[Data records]
--*--

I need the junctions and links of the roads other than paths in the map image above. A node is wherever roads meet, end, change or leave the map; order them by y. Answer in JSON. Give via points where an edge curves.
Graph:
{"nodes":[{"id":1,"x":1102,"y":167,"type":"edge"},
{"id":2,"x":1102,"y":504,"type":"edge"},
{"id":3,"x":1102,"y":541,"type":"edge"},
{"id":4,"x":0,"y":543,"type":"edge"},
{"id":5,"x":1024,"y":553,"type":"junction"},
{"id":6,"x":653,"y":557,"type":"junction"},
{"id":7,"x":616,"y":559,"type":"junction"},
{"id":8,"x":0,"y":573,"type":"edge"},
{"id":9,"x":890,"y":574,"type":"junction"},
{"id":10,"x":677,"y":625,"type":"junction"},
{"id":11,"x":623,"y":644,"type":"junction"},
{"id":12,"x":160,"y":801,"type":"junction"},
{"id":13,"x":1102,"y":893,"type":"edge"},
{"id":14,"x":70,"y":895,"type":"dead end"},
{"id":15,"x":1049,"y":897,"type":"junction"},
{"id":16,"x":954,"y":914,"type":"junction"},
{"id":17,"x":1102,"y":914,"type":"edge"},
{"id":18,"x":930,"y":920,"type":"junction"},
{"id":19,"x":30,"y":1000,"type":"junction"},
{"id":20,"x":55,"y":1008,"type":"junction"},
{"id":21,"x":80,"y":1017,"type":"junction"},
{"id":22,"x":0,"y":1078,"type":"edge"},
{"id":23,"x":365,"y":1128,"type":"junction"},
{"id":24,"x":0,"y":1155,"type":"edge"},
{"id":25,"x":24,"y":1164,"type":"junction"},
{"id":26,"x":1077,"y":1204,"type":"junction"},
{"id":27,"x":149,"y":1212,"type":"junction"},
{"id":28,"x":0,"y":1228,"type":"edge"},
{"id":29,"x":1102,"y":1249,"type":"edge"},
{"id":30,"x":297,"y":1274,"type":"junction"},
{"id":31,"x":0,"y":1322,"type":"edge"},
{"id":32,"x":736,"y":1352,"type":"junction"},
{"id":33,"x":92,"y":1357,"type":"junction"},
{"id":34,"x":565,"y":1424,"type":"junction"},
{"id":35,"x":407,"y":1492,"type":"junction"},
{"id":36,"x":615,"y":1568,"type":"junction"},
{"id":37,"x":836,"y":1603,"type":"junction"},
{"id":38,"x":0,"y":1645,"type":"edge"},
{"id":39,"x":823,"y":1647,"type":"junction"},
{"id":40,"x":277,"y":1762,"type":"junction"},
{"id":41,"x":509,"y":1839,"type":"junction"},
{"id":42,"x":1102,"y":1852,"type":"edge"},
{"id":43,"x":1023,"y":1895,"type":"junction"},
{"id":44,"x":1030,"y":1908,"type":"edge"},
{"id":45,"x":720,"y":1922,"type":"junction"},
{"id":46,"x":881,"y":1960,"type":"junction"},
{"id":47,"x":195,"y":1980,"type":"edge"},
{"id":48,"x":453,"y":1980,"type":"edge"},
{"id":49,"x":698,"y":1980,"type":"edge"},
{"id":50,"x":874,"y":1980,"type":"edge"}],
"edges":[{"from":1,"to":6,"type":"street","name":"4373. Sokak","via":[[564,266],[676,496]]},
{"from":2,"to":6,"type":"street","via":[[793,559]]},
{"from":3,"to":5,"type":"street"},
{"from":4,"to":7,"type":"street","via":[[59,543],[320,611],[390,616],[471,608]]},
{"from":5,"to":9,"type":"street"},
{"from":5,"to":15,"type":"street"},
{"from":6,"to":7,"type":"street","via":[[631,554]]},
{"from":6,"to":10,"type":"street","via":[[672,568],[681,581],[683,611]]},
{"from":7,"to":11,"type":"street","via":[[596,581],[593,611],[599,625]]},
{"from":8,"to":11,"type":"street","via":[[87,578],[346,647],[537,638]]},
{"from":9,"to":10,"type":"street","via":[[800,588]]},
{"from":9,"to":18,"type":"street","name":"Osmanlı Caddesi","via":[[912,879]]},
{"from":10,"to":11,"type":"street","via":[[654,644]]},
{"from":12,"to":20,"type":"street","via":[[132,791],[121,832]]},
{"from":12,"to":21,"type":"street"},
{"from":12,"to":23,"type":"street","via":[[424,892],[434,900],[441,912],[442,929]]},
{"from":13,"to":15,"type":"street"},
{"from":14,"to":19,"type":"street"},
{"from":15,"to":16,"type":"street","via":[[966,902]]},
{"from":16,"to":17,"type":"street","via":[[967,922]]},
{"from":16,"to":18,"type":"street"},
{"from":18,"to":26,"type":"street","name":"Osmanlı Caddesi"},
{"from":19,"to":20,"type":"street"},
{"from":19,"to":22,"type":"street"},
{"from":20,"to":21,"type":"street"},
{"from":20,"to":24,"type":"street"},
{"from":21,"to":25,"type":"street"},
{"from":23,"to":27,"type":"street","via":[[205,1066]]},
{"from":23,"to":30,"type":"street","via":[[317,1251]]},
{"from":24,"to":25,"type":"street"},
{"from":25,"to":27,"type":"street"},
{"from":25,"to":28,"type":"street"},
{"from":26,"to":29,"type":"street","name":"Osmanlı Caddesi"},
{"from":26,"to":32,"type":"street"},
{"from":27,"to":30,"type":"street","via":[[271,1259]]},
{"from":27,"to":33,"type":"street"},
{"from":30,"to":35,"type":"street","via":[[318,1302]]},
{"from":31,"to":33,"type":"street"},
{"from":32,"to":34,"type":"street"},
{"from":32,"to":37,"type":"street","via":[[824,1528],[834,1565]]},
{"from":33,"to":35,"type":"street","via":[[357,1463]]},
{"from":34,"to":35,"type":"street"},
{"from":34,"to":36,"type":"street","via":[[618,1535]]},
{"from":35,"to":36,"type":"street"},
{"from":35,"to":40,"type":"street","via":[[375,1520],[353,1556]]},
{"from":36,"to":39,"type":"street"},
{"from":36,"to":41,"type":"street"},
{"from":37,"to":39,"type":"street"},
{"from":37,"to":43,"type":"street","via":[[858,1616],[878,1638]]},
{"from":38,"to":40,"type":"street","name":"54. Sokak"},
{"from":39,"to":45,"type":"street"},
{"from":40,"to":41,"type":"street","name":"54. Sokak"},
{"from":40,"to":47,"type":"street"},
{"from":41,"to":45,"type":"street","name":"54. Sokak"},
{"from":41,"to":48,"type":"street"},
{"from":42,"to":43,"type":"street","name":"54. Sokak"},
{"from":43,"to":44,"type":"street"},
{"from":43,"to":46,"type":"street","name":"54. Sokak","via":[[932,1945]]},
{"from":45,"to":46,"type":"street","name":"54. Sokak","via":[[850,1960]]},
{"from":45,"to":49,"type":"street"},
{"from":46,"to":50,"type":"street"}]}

--*--

YOUR TASK:
From the data, list each line in which the string "Osmanlı" appears.

ANSWER BOX:
{"from":9,"to":18,"type":"street","name":"Osmanlı Caddesi","via":[[912,879]]},
{"from":18,"to":26,"type":"street","name":"Osmanlı Caddesi"},
{"from":26,"to":29,"type":"street","name":"Osmanlı Caddesi"},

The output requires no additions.